Pada akhirnya Humeyra mengikuti perintah Bunda, naik ke atas pelaminan untuk berpamitan pulang sekaligus meminta foto bersama. Seberapa kali pun Humeyra menolak, jika itu sudah perintah Bunda, yang ia tolak akan berubah menjadi penerimaan. Dengan langkah ragu beserta gugup Humeyra berjalan ke atas pelaminan seorang diri.
Di depan matanya ia melihat dua mempelai pengantin tengah duduk lantas beralih menatap dirinya mendekat. Humeyra tersenyum lantas menyalami keduanya.
"Masya Allah Fatim sudah sold out. Barakallahu lakum wa baraka alaikum. Selamat atas pernikahannya Fatimah, semoga kamu dapat menjadi bidadari terbaik untuk suami dan anak-anakmu kelak, juga kehidupan rumah tangganya selalu dilimpahi rahmat dan berkah dari Allah ta'ala." ucap Humeyra tak lepas menepuk kedua tangan Fatimah yang ia genggam. Setelah berhadapan langsung dengan temannya, Humeyra masih tidak menyangka teman satu umurnya sudah lebih dulu menikah.
"Aamiin Allahumma aamiin, Alhamdulillah makasih banyak Mey doanya, kamu kapan nyusul? Sudah ada kandidat nya?"
Humeyra tertawa hambar, "Sama-sama, Insya Allah datang secepatnya ke rumah, doakan ya,"

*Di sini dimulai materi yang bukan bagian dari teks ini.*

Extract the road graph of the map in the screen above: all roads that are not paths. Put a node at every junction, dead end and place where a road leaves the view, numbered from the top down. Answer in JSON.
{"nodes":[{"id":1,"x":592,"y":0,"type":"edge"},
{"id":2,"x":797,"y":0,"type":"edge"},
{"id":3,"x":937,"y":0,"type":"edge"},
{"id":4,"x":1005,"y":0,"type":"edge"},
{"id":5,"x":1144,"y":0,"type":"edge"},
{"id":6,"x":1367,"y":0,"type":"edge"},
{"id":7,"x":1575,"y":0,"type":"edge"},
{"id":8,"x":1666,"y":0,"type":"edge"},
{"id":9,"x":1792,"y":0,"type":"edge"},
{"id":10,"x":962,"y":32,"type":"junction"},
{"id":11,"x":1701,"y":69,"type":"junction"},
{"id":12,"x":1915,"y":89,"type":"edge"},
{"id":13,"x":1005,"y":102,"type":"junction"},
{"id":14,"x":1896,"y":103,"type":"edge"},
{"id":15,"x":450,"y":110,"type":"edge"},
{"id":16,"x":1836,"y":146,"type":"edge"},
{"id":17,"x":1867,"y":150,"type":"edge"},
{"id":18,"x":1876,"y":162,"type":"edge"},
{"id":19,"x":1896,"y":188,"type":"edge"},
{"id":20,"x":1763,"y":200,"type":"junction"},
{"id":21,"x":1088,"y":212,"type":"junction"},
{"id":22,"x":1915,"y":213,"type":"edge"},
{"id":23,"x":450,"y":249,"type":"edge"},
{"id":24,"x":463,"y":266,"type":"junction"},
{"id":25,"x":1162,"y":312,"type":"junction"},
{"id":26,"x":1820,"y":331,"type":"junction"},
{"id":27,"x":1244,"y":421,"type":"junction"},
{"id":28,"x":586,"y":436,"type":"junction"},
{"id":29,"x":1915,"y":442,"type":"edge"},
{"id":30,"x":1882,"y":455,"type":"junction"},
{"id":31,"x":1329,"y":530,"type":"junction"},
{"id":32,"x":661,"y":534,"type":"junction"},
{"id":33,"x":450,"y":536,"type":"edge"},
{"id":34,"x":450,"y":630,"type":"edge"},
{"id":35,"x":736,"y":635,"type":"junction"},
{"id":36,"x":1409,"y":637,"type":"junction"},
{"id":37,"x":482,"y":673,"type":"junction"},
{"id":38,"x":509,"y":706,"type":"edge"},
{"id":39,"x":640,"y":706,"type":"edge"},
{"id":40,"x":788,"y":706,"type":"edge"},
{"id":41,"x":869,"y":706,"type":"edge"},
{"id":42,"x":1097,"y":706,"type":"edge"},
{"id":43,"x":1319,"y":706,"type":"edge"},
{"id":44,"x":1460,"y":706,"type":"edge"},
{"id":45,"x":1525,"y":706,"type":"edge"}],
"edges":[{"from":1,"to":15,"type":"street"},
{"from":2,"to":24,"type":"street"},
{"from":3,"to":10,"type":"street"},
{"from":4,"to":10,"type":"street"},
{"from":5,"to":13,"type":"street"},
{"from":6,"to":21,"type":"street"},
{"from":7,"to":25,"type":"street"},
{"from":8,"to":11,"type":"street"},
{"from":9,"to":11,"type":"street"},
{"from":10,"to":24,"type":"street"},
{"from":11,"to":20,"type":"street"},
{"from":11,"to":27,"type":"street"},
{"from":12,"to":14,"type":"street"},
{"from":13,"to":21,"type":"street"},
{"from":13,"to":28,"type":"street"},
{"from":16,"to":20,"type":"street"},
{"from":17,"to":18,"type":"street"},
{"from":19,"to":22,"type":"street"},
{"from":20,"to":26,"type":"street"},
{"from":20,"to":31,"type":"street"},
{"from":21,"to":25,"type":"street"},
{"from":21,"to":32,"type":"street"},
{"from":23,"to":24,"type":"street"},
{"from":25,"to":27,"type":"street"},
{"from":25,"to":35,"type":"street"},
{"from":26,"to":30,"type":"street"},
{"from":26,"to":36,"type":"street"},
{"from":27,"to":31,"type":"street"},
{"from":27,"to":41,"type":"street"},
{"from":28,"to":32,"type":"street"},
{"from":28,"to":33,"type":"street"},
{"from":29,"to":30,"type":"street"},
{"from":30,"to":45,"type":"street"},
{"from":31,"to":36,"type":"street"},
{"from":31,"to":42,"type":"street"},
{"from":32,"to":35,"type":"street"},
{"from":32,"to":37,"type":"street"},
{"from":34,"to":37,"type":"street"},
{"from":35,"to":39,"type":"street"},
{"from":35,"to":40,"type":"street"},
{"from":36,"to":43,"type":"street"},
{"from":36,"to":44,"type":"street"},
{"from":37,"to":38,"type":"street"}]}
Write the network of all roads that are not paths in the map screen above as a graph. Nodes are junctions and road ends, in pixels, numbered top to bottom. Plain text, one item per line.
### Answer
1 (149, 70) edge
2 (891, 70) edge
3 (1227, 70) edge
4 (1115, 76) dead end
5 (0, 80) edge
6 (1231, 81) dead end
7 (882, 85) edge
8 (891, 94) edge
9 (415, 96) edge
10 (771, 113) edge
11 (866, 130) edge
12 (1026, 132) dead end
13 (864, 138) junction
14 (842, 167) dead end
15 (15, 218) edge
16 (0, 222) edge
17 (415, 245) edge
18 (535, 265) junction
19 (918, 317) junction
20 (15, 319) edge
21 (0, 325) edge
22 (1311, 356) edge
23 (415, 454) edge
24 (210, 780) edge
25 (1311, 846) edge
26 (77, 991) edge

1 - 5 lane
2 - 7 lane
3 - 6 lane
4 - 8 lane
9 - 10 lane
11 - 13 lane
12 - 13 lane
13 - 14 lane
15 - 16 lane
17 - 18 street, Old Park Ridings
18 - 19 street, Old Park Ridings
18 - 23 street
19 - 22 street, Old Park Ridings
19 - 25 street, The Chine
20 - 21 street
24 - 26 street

"Boleh foto bersama?" tanya Humeyra ragu.
"Boleh banget Humey!" seru Fatimah begitu girang.
"Tunggu sebentar," cegah Fatimah membuat Humeyra yang akan berpindah posisi terpaku lantas menatap Fatimah dengan tatapan heran.
Tanpa disadari Fatimah memberinya sebuket bunga hidup yang dihiasi oleh bunga mawar berwarna merah, "buat kamu Mey, semoga dipermudah jalan jodoh kamu untuk bertemu denganmu atas izin Allah,"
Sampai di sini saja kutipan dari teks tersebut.